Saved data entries
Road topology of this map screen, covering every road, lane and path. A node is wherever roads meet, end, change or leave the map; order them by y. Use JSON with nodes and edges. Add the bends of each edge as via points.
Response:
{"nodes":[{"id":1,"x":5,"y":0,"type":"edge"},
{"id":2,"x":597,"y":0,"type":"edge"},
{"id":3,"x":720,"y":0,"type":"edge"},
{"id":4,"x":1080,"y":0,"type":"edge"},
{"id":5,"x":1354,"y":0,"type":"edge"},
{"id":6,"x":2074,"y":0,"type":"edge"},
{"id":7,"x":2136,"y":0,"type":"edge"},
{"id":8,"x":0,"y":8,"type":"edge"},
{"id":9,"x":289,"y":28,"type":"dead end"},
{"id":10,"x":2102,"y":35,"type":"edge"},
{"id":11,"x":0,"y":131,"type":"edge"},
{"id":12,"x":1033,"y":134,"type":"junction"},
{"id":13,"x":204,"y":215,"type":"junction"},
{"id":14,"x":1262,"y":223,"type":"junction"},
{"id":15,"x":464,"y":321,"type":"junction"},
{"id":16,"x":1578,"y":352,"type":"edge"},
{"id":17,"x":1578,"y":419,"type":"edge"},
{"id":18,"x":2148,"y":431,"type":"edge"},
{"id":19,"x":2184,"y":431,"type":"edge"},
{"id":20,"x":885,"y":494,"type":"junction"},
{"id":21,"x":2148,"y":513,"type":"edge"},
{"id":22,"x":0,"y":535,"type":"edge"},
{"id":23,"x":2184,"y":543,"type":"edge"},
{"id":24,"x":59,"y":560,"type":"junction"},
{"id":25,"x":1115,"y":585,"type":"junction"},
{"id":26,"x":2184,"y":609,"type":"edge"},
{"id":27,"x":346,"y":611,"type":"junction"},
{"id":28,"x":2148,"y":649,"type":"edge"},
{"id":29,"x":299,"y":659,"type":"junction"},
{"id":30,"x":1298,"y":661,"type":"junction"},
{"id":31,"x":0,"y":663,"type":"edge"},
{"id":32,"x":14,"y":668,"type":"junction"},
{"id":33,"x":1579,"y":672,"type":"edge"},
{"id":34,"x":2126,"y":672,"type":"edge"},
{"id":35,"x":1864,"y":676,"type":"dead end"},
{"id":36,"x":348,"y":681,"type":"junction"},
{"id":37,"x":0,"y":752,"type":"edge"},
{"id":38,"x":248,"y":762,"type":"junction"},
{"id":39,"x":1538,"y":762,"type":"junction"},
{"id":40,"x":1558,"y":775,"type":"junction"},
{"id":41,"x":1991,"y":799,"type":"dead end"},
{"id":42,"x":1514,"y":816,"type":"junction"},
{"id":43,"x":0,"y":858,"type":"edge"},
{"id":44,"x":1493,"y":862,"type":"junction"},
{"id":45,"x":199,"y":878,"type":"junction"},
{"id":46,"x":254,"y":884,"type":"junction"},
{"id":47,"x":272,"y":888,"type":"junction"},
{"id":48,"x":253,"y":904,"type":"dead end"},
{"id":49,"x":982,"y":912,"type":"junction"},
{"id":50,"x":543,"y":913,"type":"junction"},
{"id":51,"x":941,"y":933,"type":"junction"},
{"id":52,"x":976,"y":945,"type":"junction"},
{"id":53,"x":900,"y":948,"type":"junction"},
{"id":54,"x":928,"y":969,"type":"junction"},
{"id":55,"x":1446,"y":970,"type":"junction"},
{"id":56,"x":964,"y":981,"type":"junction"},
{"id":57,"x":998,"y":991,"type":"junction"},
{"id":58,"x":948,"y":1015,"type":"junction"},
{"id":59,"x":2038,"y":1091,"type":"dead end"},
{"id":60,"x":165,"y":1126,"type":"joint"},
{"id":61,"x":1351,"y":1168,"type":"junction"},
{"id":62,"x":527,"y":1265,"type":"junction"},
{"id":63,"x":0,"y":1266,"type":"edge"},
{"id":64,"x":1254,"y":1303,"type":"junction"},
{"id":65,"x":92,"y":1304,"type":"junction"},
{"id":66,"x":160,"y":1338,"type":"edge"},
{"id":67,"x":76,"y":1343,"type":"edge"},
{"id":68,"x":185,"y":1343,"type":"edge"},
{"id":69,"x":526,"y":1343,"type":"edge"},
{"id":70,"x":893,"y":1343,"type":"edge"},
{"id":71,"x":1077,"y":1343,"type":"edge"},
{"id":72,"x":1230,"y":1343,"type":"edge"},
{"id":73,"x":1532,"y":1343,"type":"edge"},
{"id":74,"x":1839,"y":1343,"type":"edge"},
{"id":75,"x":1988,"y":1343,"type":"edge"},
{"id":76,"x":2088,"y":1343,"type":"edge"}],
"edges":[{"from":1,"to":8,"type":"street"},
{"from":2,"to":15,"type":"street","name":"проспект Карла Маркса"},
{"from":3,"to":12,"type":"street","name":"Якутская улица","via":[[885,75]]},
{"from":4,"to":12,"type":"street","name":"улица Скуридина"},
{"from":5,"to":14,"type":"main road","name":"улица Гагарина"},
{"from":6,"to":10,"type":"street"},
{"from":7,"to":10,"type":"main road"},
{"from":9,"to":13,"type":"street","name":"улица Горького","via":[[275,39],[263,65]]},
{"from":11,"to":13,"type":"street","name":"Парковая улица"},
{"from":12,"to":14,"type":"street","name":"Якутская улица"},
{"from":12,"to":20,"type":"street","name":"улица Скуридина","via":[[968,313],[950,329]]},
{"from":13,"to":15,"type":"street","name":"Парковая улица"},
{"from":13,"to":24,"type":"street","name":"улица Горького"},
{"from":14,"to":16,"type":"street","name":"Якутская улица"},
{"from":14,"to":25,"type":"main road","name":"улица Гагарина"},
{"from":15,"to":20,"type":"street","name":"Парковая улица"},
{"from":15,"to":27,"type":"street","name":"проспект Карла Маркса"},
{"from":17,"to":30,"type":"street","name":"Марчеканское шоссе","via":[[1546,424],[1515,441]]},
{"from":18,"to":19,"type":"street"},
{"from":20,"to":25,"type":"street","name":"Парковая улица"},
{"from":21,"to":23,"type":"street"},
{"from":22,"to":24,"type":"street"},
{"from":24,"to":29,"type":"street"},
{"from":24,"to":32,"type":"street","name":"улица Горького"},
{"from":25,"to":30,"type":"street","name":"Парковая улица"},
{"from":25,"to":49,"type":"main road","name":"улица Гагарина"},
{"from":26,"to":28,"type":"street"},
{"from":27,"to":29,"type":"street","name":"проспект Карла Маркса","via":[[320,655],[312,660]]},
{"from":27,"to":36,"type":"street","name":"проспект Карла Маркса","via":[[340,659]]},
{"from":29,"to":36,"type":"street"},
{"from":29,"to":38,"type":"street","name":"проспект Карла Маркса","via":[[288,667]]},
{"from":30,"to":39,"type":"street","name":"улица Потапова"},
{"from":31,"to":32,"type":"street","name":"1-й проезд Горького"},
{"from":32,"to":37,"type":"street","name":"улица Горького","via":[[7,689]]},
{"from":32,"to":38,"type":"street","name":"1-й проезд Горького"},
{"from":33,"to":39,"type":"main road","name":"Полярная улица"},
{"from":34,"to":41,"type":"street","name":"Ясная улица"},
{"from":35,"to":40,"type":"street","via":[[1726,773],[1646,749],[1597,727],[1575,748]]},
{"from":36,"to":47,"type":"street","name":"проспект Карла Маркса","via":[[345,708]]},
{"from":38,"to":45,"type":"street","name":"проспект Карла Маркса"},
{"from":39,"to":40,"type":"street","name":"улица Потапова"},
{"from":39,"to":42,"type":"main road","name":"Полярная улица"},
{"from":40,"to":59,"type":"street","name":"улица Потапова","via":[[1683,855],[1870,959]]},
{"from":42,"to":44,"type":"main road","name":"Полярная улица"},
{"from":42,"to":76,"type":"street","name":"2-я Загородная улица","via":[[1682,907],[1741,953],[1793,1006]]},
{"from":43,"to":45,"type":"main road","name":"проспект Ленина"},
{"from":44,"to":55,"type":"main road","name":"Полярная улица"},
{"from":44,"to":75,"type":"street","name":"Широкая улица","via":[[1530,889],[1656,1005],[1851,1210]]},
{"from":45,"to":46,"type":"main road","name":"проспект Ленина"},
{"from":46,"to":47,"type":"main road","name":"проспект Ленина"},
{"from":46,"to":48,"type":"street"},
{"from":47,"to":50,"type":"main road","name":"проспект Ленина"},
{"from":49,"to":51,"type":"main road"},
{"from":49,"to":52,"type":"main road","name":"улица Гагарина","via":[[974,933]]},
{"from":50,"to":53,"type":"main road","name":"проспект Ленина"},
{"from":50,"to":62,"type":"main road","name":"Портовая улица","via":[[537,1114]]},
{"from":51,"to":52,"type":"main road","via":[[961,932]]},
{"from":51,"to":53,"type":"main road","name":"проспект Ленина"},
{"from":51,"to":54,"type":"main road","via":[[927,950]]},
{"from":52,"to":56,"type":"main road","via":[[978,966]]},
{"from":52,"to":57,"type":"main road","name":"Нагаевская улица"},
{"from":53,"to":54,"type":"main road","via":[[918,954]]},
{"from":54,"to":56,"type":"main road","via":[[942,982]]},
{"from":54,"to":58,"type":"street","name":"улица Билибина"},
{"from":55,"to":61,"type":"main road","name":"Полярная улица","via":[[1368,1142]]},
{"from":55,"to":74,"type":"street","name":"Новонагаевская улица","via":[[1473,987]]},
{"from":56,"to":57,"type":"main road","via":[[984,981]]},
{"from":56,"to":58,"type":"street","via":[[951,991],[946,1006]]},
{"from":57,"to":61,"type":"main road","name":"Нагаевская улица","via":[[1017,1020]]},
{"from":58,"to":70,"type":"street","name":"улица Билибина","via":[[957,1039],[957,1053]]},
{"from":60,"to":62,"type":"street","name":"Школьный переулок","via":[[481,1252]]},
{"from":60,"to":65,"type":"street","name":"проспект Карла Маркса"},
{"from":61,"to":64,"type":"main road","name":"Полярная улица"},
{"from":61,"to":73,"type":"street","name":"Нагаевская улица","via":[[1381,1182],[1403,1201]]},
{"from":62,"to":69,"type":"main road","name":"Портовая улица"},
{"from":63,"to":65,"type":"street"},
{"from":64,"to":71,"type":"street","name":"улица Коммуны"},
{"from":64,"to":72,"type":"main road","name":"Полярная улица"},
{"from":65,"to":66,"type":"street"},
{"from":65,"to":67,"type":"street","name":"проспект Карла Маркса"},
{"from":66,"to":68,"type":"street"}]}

• **WORK TASK**: Find the lines in the entries above where "Горького" occurs, and copy each of them.

• **ANSWER TO THIS EXERCISE**:
{"from":9,"to":13,"type":"street","name":"улица Горького","via":[[275,39],[263,65]]},
{"from":13,"to":24,"type":"street","name":"улица Горького"},
{"from":24,"to":32,"type":"street","name":"улица Горького"},
{"from":31,"to":32,"type":"street","name":"1-й проезд Горького"},
{"from":32,"to":37,"type":"street","name":"улица Горького","via":[[7,689]]},
{"from":32,"to":38,"type":"street","name":"1-й проезд Горького"},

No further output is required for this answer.